I've seen too many misquotations of scientists by anti-evolutionists to pay much attention to hysterical excalations of "look what such-and-such scientist said" from them. I didn't intially notice TT had the video; now that I've seen this one in context its obvious that the point was that if scientists could get a fundamental scientific theory with apparently overwhelming support wrong then we wouldn't expect them to get anything right. Of course, I admit that such a point might be hard to understand if you don't understand the workings of science.
Ah yes, the insult. I understand the working of science quite well, thank you. :)
BK,
Most IDists don't argue the way that you say they do.

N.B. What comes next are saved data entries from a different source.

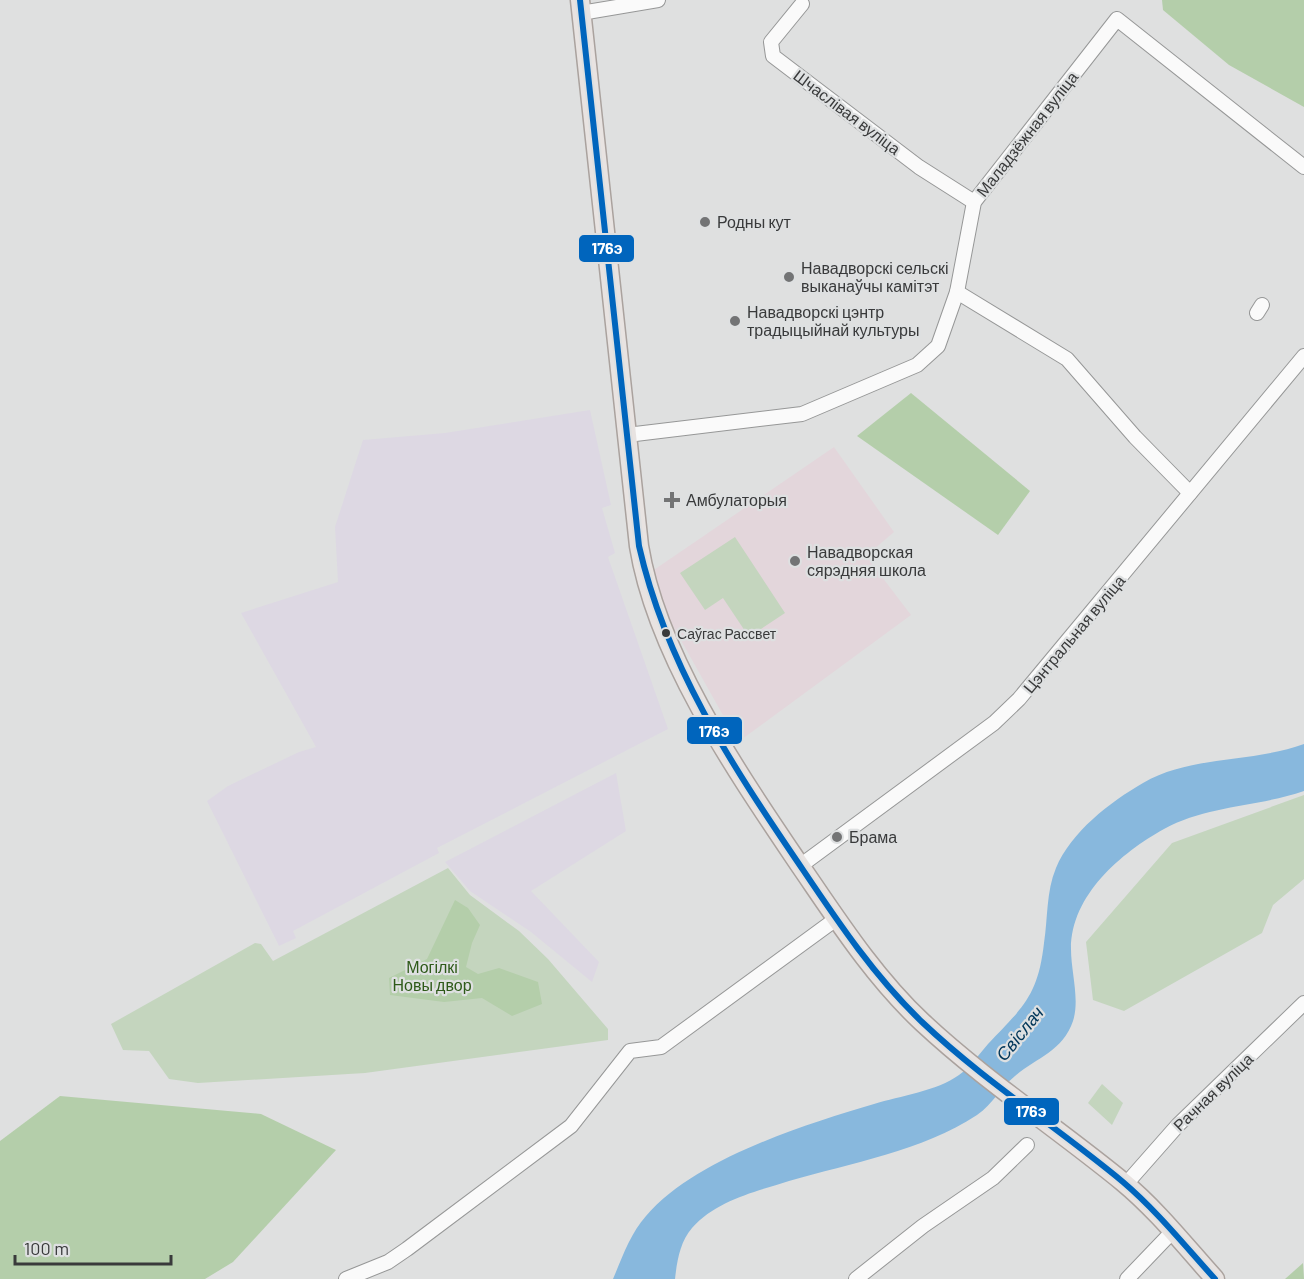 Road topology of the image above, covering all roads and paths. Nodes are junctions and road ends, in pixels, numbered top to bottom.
1 (658, 0) edge
2 (802, 4) dead end
3 (580, 7) edge
4 (1304, 167) edge
5 (974, 202) junction
6 (957, 292) junction
7 (1304, 356) edge
8 (627, 435) junction
9 (1190, 493) junction
10 (800, 866) junction
11 (837, 919) junction
12 (1304, 1003) edge
13 (1027, 1145) dead end
14 (1126, 1184) junction
15 (1172, 1232) junction
16 (346, 1279) edge
17 (856, 1279) edge
18 (1126, 1279) edge
19 (1215, 1279) edge

1 - 3 street
2 - 5 street, Шчаслівая вуліца
3 - 8 main road
4 - 5 street, Маладзёжная вуліца
5 - 6 street, Маладзёжная вуліца
6 - 8 street, Маладзёжная вуліца
6 - 9 street
7 - 9 street, Цэнтральная вуліца
8 - 10 main road
9 - 10 street, Цэнтральная вуліца
10 - 11 main road
11 - 14 main road
11 - 16 street
12 - 14 street, Рачная вуліца
13 - 17 street
14 - 15 main road
15 - 18 street
15 - 19 main road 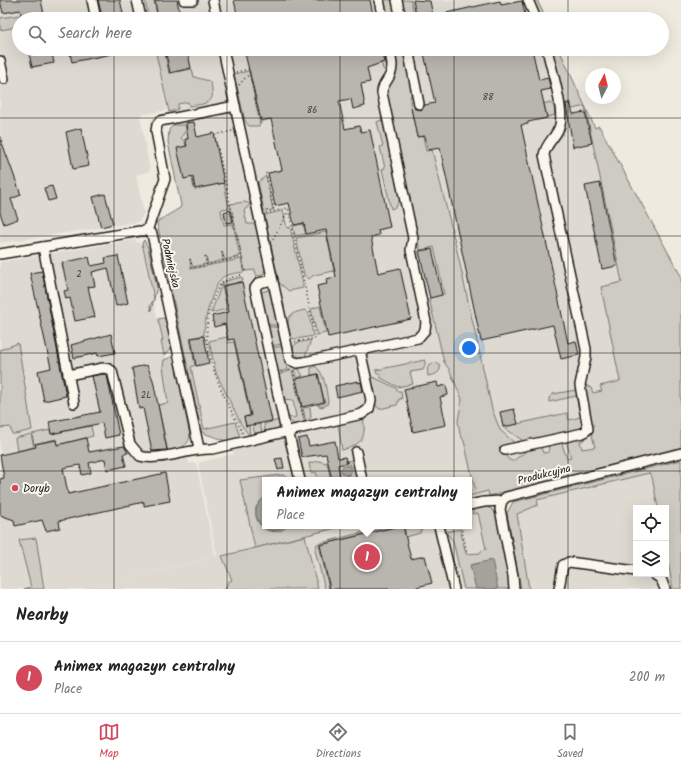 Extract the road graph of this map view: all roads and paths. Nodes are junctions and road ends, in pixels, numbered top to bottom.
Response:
1 (92, 0) edge
2 (137, 0) edge
3 (184, 0) edge
4 (192, 0) edge
5 (213, 0) edge
6 (379, 0) edge
7 (397, 0) edge
8 (528, 0) edge
9 (95, 12) edge
10 (140, 12) edge
11 (216, 12) edge
12 (382, 12) edge
13 (400, 12) edge
14 (533, 12) edge
15 (225, 56) edge
16 (390, 56) edge
17 (410, 56) edge
18 (549, 56) edge
19 (0, 61) edge
20 (233, 73) dead end
21 (250, 73) junction
22 (4, 79) dead end
23 (236, 87) dead end
24 (420, 104) dead end
25 (236, 106) junction
26 (261, 125) dead end
27 (241, 130) junction
28 (266, 173) dead end
29 (274, 211) junction
30 (288, 211) junction
31 (263, 214) dead end
32 (147, 231) junction
33 (272, 242) dead end
34 (43, 247) junction
35 (222, 252) dead end
36 (0, 254) edge
37 (205, 256) dead end
38 (242, 257) junction
39 (190, 259) dead end
40 (224, 261) junction
41 (207, 265) junction
42 (245, 272) dead end
43 (241, 275) dead end
44 (272, 280) junction
45 (286, 344) junction
46 (360, 350) junction
47 (273, 374) junction
48 (68, 375) junction
49 (74, 403) dead end
50 (306, 427) junction
51 (287, 432) junction
52 (246, 441) junction
53 (199, 448) junction
54 (505, 450) dead end
55 (356, 452) dead end
56 (681, 453) edge
57 (299, 477) edge
58 (361, 477) edge
59 (502, 501) junction
60 (472, 504) edge
61 (440, 529) edge
62 (462, 529) edge
63 (467, 553) dead end
64 (432, 568) dead end
65 (428, 569) dead end
66 (633, 571) edge
67 (659, 577) edge
68 (454, 589) edge
69 (514, 589) edge
70 (559, 589) edge
71 (665, 589) edge

1 - 9 street
2 - 10 street
3 - 4 street
5 - 11 street
6 - 12 street
7 - 13 street
8 - 14 street
15 - 25 street
16 - 46 street
17 - 24 street
18 - 54 street
19 - 22 street
20 - 21 path
21 - 23 path
21 - 26 path
25 - 27 street
25 - 32 street
27 - 38 path
27 - 44 street
28 - 29 path
29 - 30 path
29 - 31 path
30 - 33 path
30 - 45 path
32 - 34 street, Podmiejska
32 - 53 street, Podmiejska
34 - 36 street, Podmiejska
34 - 48 street
35 - 40 path
37 - 41 path
38 - 40 path
38 - 42 path
39 - 41 path
40 - 41 path
43 - 52 path
44 - 45 street
44 - 47 street
45 - 46 street
46 - 50 street
47 - 50 path
47 - 51 street
48 - 49 street
48 - 53 street
50 - 51 street
51 - 52 street
51 - 57 street
52 - 53 street
55 - 58 street
56 - 59 street, Produkcyjna
59 - 60 street
59 - 69 street
61 - 68 street
62 - 63 path
64 - 65 path
66 - 70 street
67 - 71 street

Most admit that improbability isn't sufficient, by itself, to warrant a design inference; rather, the event or structure must *also* have features that are regularly produced by intelligence, e.g., "specified complexity". J.P. Moreland, Stephen C. Meyer, and William Dembski make a big deal about this. They say it's a caricature to attribute to them the sort of view that you mention here.
Also, some ID proponents accept that most features of living organisms are the result of mutation and natural selection, e.g., Behe. He mainly rejects naturalistic accounts of the origin of biochemical structures, and the origin of life itself. But the origin of life has nothing to do with evolution. Evolution is about the mutatation and natural selection of the features of already-living things.

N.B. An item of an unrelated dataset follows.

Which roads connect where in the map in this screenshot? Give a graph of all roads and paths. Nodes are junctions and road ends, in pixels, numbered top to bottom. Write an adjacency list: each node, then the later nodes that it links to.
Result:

Finally, notice that Behe rejects methodological naturalism, yet he still accepts evolution. So it can't be that the basis of his acceptance of evolution is a priori reasoning based on a prior acceptance of MN. Therefore, acceptance of MN isn't a necessary condition for scientists accepting evolution.

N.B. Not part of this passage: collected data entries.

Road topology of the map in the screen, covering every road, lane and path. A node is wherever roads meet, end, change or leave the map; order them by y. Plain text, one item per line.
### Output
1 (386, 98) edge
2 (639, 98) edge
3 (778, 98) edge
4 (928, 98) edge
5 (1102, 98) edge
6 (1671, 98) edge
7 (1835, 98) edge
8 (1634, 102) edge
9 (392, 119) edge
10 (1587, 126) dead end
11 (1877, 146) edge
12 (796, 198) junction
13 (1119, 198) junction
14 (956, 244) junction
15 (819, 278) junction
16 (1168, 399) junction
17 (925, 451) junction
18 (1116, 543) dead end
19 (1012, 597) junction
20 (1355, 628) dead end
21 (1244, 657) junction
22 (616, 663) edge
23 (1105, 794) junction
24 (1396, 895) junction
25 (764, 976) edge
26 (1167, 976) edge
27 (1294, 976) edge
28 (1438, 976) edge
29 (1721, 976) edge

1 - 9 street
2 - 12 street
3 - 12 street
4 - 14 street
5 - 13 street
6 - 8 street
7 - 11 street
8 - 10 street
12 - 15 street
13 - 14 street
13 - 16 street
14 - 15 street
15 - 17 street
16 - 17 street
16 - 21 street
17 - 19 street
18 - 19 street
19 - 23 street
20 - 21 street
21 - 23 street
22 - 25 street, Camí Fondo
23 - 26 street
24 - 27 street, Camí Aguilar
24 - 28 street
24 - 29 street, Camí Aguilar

p.s. Has anyone else noticed that Dembski's notion of complex specified information as a design-indicator originally came from none other than Norman Geisler (unless Geisler got it from someone else)? You can find the same terminology, examples, etc. in his old books, such as "Come, Let Us Reason", and "When Skeptics Ask". Did Demski just rip it off without Geisler's permission? Does Dembski acknowledge that his core ideas aren't his, but rather Geisler's? Does anyone have any information about this? Even if Dembski gives proper credit to Geisler at some point, IDists should call *Geisler* the father of modern ID -- not Phil Johnson or Bill Dembski.
exapologist,
First, I am well acquainted with ID theory, and I was only pointing out a very base understanding since Hallq readily admitted that he didn't believe that there was even a difference.
Second, I agree with Behe's view that there certainly is some evolution occurring. But I don't agree that evolution alone can account for the diversity of species that we see. Also, I certainly know that most people try to separate origin of life from evolution, but that's part of the problem for those accepting methodological naturalism -- there is no explanation that works and it seems statistically impossible that a naturalistic explanation will follow.
Third, I certainly don't hear Dembski screaming "this is my theory! I thought of it all by myself!" So, if Geisler was using similar (maybe identical) language earlier, it makes no difference to the question of whether the theory has support.